--- PROVIDED RECORDS ---
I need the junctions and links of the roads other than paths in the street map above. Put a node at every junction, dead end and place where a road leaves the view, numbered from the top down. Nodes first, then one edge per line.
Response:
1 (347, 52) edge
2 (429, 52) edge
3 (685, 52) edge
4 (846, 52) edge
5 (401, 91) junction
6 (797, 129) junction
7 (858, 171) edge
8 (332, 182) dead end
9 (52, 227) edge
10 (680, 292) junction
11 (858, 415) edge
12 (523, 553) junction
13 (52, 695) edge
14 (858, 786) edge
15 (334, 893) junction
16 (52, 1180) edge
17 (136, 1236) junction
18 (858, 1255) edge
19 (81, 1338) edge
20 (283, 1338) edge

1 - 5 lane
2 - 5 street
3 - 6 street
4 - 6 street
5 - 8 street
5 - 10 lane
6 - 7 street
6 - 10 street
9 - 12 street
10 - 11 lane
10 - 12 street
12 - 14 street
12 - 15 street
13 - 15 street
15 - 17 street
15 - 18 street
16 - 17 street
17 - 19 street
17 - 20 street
---
--- PROVIDED RECORDS ---
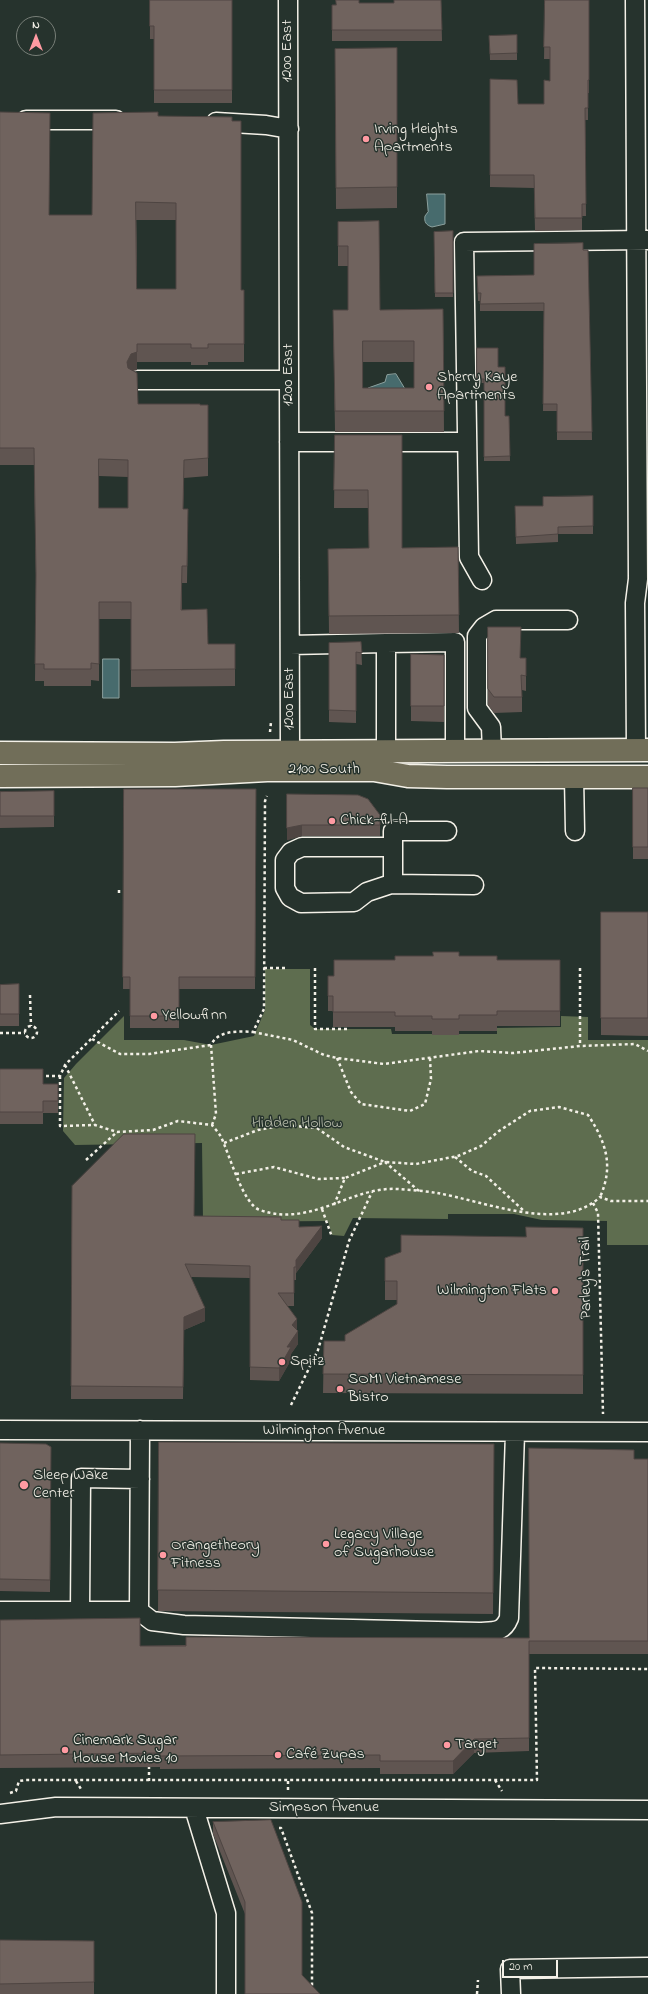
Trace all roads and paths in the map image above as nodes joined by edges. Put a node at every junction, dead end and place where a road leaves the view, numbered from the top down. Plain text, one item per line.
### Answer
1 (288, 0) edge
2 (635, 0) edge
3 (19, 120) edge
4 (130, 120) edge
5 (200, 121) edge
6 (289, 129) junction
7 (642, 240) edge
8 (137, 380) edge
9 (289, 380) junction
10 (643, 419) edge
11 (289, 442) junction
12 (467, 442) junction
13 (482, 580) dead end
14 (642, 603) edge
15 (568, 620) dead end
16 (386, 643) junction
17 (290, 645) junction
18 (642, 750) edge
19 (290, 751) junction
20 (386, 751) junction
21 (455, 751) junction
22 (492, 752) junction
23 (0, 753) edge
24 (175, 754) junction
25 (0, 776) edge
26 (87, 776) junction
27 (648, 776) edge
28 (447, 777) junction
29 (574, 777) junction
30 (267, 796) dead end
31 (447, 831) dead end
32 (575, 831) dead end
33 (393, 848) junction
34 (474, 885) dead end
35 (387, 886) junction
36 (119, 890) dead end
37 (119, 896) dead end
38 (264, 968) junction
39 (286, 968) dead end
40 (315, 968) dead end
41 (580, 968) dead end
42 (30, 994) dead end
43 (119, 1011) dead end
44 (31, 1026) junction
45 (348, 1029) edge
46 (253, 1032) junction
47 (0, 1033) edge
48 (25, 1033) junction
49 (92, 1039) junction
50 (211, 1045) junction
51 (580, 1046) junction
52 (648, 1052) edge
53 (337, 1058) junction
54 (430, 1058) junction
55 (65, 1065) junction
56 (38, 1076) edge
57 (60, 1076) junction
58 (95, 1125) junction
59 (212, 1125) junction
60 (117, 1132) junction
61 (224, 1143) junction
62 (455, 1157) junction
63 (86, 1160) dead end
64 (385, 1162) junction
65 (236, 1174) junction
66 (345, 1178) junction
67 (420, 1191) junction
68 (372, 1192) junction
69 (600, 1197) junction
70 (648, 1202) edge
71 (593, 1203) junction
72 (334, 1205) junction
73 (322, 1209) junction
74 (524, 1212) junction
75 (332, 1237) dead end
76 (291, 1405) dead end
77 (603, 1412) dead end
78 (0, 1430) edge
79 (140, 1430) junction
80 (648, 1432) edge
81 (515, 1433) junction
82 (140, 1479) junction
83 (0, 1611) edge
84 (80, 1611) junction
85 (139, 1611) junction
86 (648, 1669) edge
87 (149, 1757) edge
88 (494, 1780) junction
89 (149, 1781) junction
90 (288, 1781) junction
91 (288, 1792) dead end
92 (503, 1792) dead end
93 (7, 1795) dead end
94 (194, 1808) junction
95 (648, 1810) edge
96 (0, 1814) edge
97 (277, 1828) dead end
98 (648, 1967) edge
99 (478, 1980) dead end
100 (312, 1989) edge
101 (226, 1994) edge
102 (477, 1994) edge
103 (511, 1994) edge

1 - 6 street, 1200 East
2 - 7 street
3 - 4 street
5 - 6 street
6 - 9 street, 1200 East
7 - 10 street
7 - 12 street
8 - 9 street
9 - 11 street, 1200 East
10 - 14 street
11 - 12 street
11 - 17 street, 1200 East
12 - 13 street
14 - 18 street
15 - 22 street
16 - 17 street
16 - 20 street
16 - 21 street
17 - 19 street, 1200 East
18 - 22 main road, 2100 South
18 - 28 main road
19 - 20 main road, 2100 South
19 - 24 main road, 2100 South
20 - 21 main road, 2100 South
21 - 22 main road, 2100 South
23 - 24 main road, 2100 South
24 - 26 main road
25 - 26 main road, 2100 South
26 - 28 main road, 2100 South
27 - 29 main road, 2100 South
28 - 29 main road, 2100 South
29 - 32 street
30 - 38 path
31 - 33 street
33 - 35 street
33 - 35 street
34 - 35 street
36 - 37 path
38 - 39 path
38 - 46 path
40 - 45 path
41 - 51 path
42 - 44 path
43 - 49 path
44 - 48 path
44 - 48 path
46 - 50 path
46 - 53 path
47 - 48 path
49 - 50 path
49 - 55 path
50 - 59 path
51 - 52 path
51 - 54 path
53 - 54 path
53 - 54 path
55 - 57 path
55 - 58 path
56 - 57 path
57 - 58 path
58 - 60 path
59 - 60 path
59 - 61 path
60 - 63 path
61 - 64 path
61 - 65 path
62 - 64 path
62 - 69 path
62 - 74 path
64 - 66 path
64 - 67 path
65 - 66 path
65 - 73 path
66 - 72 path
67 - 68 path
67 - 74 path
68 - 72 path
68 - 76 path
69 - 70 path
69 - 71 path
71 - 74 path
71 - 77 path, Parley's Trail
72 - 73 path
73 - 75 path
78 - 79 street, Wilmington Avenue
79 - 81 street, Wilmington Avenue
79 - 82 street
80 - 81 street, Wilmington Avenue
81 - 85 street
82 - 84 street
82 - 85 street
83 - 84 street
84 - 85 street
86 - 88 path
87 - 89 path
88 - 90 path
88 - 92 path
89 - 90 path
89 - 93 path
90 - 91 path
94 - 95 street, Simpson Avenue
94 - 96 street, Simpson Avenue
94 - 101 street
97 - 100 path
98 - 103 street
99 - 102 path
---
--- PROVIDED RECORDS ---
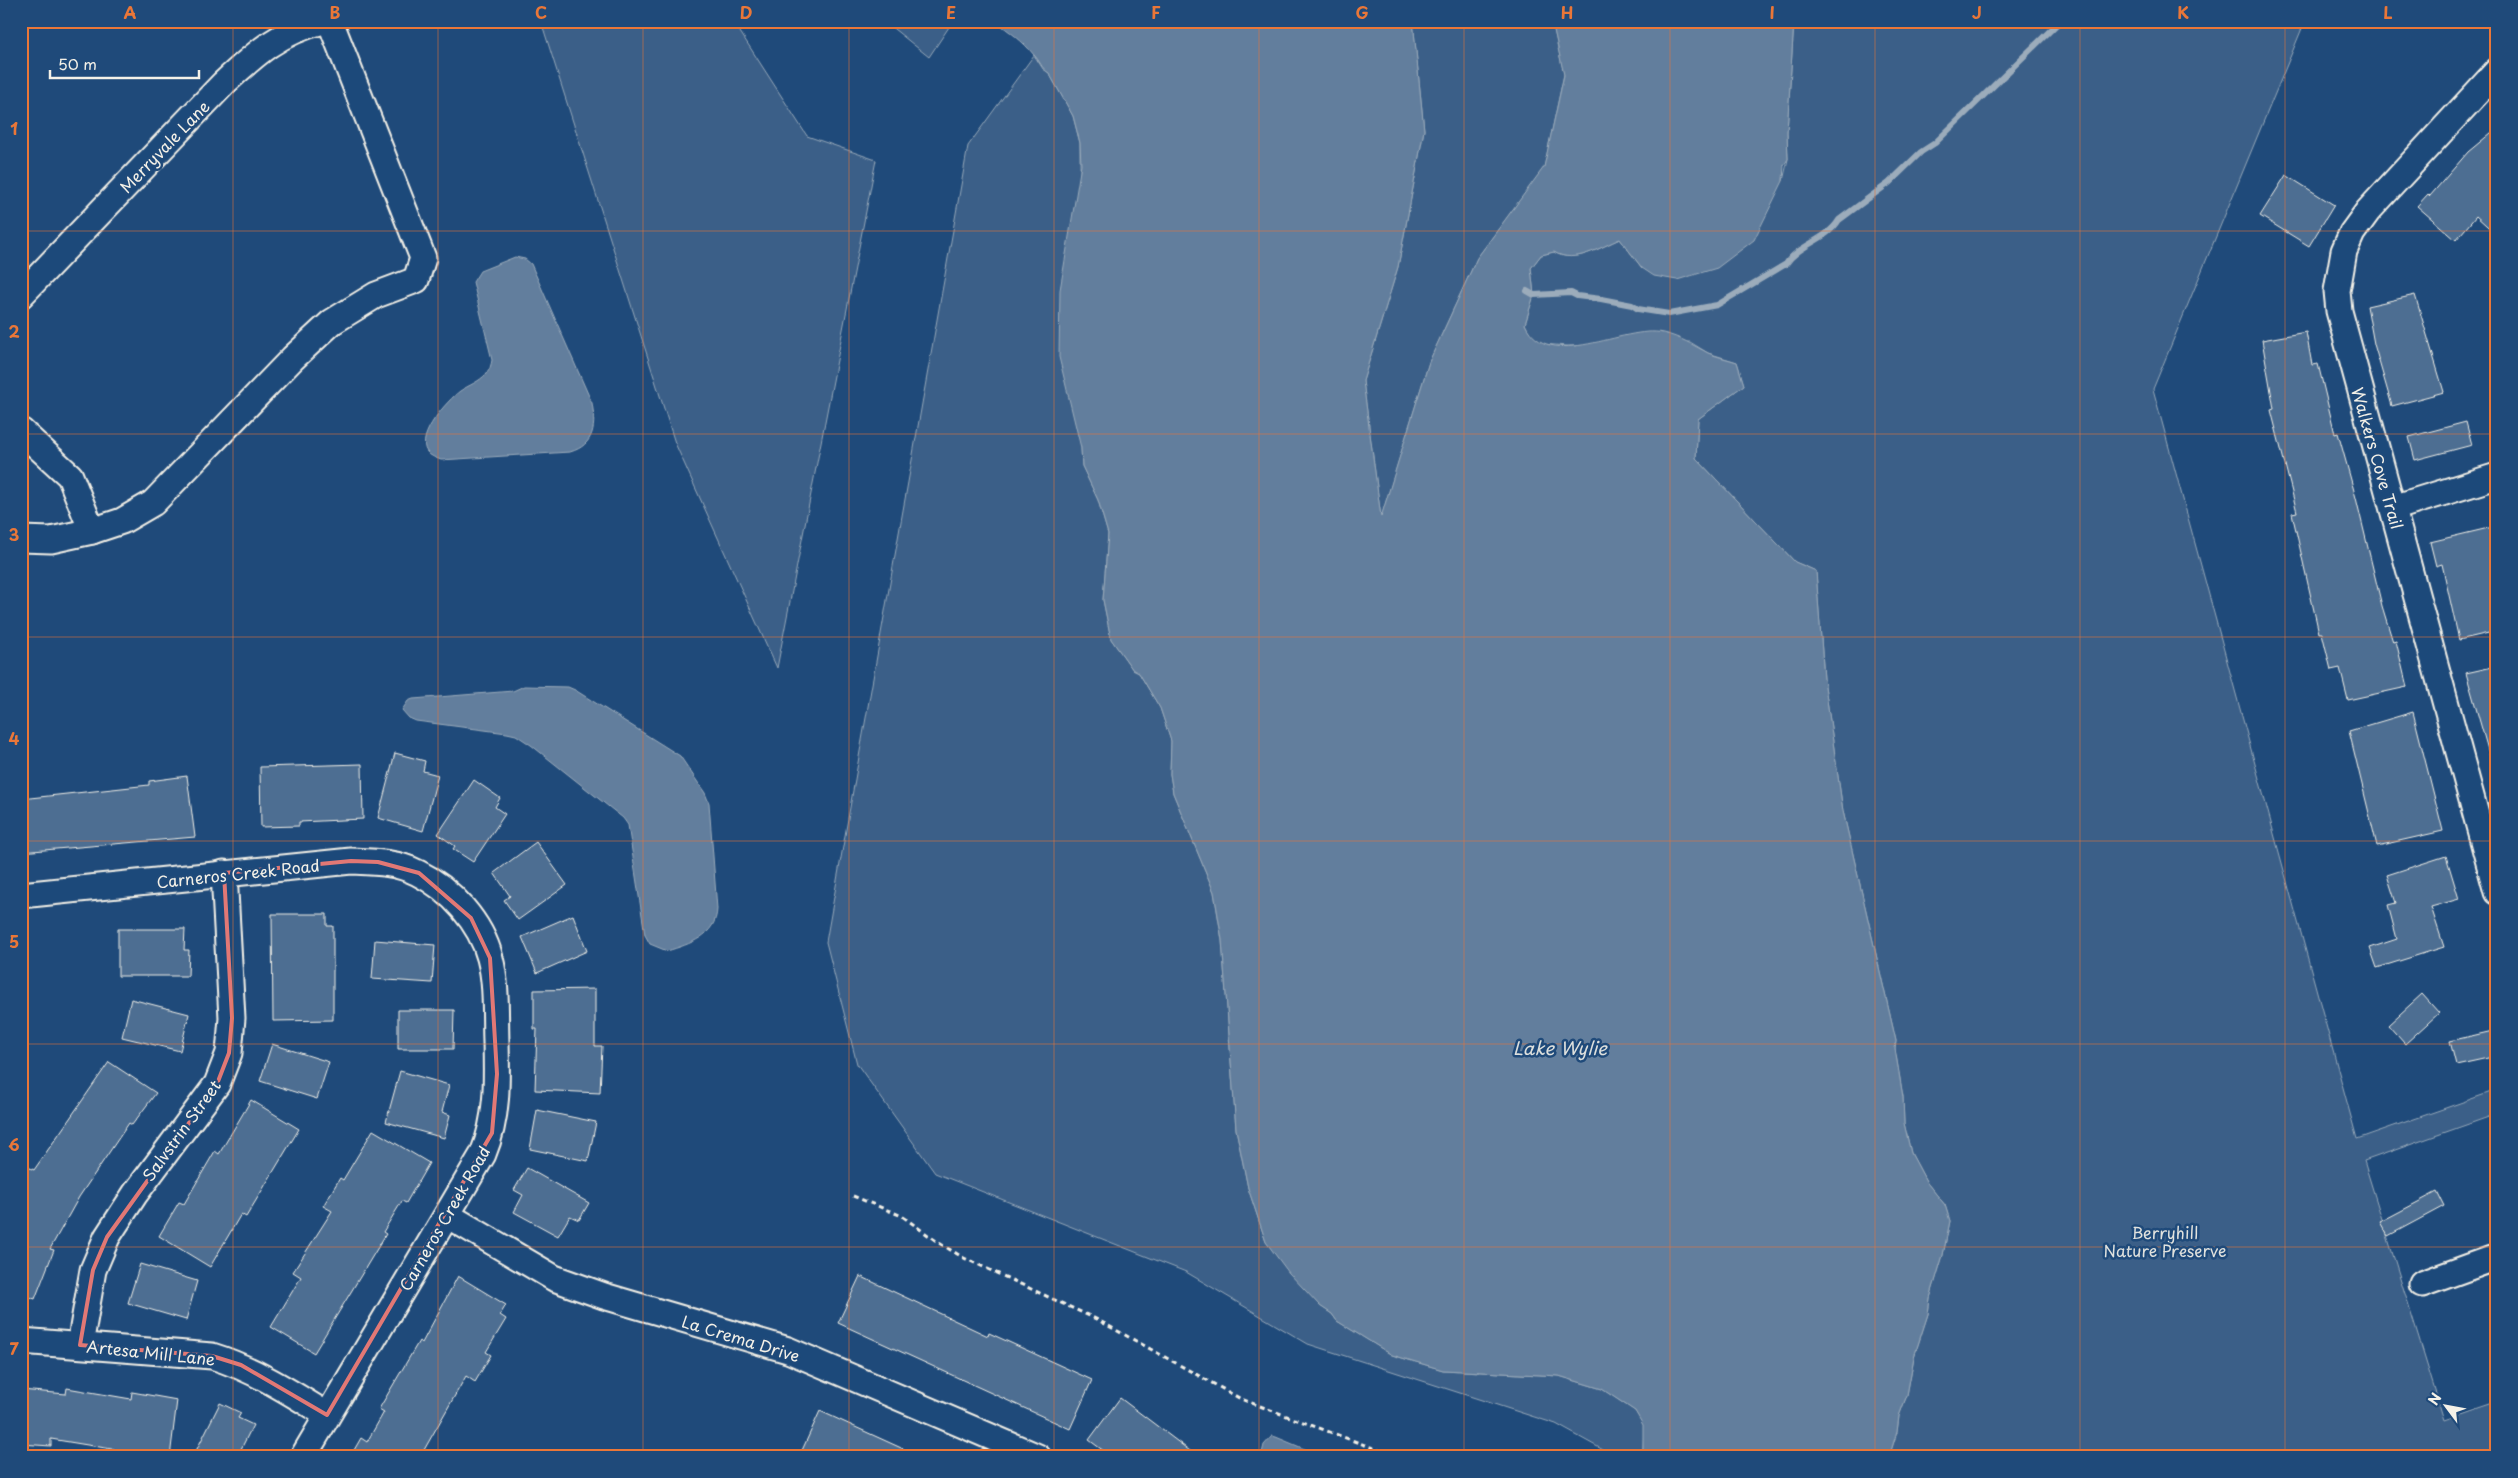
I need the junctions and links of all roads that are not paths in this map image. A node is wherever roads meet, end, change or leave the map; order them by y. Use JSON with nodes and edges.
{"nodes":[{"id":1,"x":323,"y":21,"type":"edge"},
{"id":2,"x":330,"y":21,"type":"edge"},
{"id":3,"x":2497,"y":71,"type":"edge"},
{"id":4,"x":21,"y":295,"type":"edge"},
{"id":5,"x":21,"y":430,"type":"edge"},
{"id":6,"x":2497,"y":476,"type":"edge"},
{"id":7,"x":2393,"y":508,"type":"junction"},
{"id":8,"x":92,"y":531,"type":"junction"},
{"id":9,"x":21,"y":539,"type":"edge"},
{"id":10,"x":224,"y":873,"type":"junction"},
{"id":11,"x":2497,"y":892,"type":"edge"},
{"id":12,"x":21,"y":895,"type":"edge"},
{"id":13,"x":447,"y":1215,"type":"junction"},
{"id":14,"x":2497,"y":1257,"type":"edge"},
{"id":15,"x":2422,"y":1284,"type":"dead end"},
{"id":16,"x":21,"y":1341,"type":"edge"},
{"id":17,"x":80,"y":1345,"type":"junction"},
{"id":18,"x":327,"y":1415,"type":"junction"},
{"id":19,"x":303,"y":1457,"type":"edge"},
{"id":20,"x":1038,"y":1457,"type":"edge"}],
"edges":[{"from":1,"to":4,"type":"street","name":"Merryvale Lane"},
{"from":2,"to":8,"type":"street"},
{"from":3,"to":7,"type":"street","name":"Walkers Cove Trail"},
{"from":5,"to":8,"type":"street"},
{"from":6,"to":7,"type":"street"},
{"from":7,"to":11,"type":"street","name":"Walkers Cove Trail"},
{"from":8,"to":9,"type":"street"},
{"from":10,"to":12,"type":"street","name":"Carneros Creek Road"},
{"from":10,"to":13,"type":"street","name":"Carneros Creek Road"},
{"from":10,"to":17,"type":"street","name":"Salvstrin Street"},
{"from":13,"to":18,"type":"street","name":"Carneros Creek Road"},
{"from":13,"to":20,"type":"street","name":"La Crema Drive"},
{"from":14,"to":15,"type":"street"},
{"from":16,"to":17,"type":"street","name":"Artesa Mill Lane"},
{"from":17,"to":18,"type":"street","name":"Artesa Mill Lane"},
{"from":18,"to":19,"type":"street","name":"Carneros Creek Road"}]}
---
TASK> Working through the records, find each line containing the word "leaves" and copy it.

OUTPUT>
I need the junctions and links of the roads other than paths in the street map above. Put a node at every junction, dead end and place where a road leaves the view, numbered from the top down. Nodes first, then one edge per line.
Trace all roads and paths in the map image above as nodes joined by edges. Put a node at every junction, dead end and place where a road leaves the view, numbered from the top down. Plain text, one item per line.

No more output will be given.